In 2009, the district court sentenced Melvin Lawrence to nearly 21 years in prison for selling 21.1 grams of crack cocaine. In 2018, Congress enacted the First Step Act, Pub. L. No. 115-391, § 404, 132 Stat. 5194, 5222, which permits defendants sentenced for certain crack offenses before August 3, 2010, to seek sentence reductions because of the profound (and disproportionately racial) disparity in the law's prior treatment of crack and powder cocaine offenses. Lawrence then filed a motion for sentence reduction, but the district court reduced his sentence only by the ten months needed to comply with the new statutory maximum.

The sole and narrow question presented in this appeal is whether the law mandated that the district court provide Lawrence the opportunity to allocute—to speak in person to the district court judge—before ruling on his motion for a sentence reduction. Because no categorical right to allocute applies to motions to reduce a sentence under the First Step Act, we affirm the judgment of the district court.

I

For nearly 25 years, federal criminal law punished offenses involving crack cocaine far more harshly than offenses involving powder cocaine. See Anti-Drug Abuse Act of 1986, Pub. L. No. 99-570, § 1002, 100 Stat. 3207, 3207–2 to 3207–4; Dorsey v. United States , 567 U.S. 260, 263–264, 132 S.Ct. 2321, 183 L.Ed.2d 250 (2012). For instance, the law required a five-year mandatory minimum prison sentence for people convicted of possessing with the intent to distribute either (i) 500 grams of powder cocaine or (ii) 5 grams of crack cocaine—a 100-to-1 disparity. Dorsey , 567 U.S. at 263–264, 132 S.Ct. 2321. Among other unjust effects, this punishment scheme particularly affected Black defendants, who constituted the large majority of defendants convicted of crack offenses and sentenced to disproportionately long prison terms. See U.S. SENT'G COMM'N , 2009 SOURCEBOOK OF FEDERAL SENTENCING STATISTICS table 34 (2009), https://www.ussc.gov/research/sourcebook/archive/sourcebook-2009 (showing that in 2009, Black defendants constituted 79 percent of defendants convicted of crack cocaine offenses but only 28 percent of defendants convicted of powder offenses); Kimbrough v. United States , 552 U.S. 85, 98, 128 S.Ct. 558, 169 L.Ed.2d 481 (2007) ; United States v. White , 984 F.3d 76, 89–90 (D.C. Cir. 2020).

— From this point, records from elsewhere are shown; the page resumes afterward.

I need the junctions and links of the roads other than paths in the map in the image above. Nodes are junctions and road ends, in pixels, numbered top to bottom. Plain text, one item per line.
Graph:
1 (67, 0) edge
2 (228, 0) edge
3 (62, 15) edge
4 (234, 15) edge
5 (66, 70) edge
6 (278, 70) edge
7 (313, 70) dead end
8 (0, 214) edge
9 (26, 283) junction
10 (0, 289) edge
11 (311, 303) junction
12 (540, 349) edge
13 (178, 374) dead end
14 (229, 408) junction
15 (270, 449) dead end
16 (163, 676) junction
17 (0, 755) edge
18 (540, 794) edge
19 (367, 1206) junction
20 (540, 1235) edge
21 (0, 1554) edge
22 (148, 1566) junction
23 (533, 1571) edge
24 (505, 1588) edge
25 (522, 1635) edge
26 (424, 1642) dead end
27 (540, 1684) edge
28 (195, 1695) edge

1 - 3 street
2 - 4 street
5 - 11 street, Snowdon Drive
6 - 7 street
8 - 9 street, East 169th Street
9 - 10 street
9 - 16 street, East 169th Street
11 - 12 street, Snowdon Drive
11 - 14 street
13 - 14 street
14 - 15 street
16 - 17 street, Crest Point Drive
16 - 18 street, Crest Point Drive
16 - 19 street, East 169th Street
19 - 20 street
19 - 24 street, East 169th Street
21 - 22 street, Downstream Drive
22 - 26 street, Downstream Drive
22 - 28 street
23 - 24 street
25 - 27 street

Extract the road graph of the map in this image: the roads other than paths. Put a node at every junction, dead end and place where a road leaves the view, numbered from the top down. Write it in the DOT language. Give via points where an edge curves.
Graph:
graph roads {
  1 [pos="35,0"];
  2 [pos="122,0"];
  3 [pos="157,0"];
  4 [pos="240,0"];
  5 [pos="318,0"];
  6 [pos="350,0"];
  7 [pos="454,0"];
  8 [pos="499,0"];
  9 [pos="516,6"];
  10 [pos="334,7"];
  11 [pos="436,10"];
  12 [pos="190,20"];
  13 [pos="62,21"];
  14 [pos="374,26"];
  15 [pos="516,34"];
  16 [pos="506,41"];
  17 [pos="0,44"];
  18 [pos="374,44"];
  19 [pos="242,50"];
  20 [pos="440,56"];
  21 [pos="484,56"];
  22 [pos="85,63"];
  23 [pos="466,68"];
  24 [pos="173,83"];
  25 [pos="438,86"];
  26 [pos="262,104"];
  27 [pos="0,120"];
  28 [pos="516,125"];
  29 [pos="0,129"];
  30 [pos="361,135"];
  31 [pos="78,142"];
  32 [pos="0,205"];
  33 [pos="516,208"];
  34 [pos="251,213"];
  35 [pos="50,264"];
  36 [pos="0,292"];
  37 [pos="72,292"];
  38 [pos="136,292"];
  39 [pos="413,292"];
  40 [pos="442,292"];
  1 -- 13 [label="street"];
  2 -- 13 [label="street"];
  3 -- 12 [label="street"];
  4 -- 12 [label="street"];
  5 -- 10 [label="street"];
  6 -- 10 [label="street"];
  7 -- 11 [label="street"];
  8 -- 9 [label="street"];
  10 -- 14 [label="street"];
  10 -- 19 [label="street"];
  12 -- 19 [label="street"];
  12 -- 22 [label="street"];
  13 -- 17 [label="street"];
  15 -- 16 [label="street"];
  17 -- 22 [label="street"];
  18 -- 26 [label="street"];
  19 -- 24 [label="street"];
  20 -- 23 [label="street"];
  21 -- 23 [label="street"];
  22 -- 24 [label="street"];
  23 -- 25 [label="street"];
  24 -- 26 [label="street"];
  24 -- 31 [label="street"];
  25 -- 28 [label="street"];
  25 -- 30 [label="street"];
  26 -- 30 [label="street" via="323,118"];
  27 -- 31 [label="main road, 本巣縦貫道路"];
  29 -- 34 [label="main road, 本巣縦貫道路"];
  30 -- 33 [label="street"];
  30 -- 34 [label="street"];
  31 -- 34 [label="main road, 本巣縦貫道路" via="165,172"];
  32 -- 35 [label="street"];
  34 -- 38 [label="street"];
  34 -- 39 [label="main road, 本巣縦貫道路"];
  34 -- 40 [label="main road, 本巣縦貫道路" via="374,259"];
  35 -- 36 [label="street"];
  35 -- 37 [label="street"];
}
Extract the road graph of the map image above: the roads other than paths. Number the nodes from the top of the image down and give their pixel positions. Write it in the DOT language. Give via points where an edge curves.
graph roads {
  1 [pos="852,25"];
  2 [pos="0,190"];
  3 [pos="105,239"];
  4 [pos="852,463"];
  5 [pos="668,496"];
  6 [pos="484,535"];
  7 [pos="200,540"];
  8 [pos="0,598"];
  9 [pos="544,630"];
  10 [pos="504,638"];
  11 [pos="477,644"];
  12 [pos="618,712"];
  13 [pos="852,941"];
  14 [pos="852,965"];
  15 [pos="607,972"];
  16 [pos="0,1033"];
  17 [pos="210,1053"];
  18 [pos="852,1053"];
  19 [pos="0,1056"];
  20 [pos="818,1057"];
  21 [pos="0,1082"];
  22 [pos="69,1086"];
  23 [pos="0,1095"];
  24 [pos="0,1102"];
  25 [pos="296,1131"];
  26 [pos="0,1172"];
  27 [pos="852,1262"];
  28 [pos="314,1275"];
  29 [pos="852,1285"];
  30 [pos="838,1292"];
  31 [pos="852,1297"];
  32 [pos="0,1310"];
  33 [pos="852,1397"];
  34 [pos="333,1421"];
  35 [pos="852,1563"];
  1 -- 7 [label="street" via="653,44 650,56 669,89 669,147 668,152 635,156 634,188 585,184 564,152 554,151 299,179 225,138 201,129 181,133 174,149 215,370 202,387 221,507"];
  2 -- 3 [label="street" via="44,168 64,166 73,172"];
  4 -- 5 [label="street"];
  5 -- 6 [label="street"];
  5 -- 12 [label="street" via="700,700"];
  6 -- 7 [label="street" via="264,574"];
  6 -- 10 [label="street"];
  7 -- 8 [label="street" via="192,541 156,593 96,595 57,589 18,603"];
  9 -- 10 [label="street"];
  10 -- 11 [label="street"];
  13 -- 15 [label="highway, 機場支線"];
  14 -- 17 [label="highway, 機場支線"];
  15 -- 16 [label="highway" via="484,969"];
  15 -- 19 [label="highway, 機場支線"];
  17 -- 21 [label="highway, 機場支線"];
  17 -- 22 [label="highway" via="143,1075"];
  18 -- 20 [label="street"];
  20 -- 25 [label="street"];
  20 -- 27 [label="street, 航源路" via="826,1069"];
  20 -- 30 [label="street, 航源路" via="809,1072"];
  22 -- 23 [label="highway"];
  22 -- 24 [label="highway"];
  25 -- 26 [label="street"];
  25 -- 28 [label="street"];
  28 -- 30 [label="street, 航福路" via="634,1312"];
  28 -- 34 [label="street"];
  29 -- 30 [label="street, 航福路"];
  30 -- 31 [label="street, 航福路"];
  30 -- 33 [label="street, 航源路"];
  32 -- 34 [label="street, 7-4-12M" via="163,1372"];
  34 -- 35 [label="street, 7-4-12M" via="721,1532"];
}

After two decades of criticism, see Dorsey , 567 U.S. at 268, 132 S.Ct. 2321, Congress reduced, but did not eliminate, the crack-to-powder disparity in the Fair Sentencing Act of 2010, Pub. L. No. 111-220, 124 Stat. 2372. See White , 984 F.3d at 81–82 ("[T]he Fair Sentencing Act * * * reduced the disparity between cocaine base and powder cocaine from 100-to-1 to 18-to-1."). As relevant here, the Fair Sentencing Act amended the penalties for drug distribution under the Controlled Substances Act, 21 U.S.C. § 841(b)(1), by raising the amount of crack cocaine needed to trigger various statutorily mandated sentences. See Fair Sentencing Act § 2(a), 124 Stat. at 2372; 21 U.S.C. § 841(b)(1)(A)(iii), (b)(1)(B)(iii). For example, the trigger for a mandatory ten-years-to-life sentencing range was raised from 50 grams of crack to 280 grams. Fair Sentencing Act § 2(a)(1), 124 Stat. at 2372. And the trigger for a mandatory 5-to-40-year sentencing range was raised from 5 grams of crack to 28 grams. Id. § 2(a)(2), 124 Stat. at 2372.1

But the Fair Sentencing Act's reduced punishments applied only prospectively to defendants sentenced after the Act's effective date of August 3, 2010. Dorsey , 567 U.S. at 264, 132 S.Ct. 2321 ; White , 984 F.3d at 82. Defendants sentenced prior to that date remained subject to their original sentences.2

Eight years went by before Congress turned to the defendants left serving sentences imposed under the disparately more punitive sentencing regime. In Section 404 of the First Step Act, Congress empowered district courts to reduce existing sentences for people convicted of certain crack cocaine offenses. See First Step Act § 404, 132 Stat. at 5222; 21 U.S.C. § 841 note (2019) ("Application of Fair Sentencing Act"). Section 404 proceeds in three parts.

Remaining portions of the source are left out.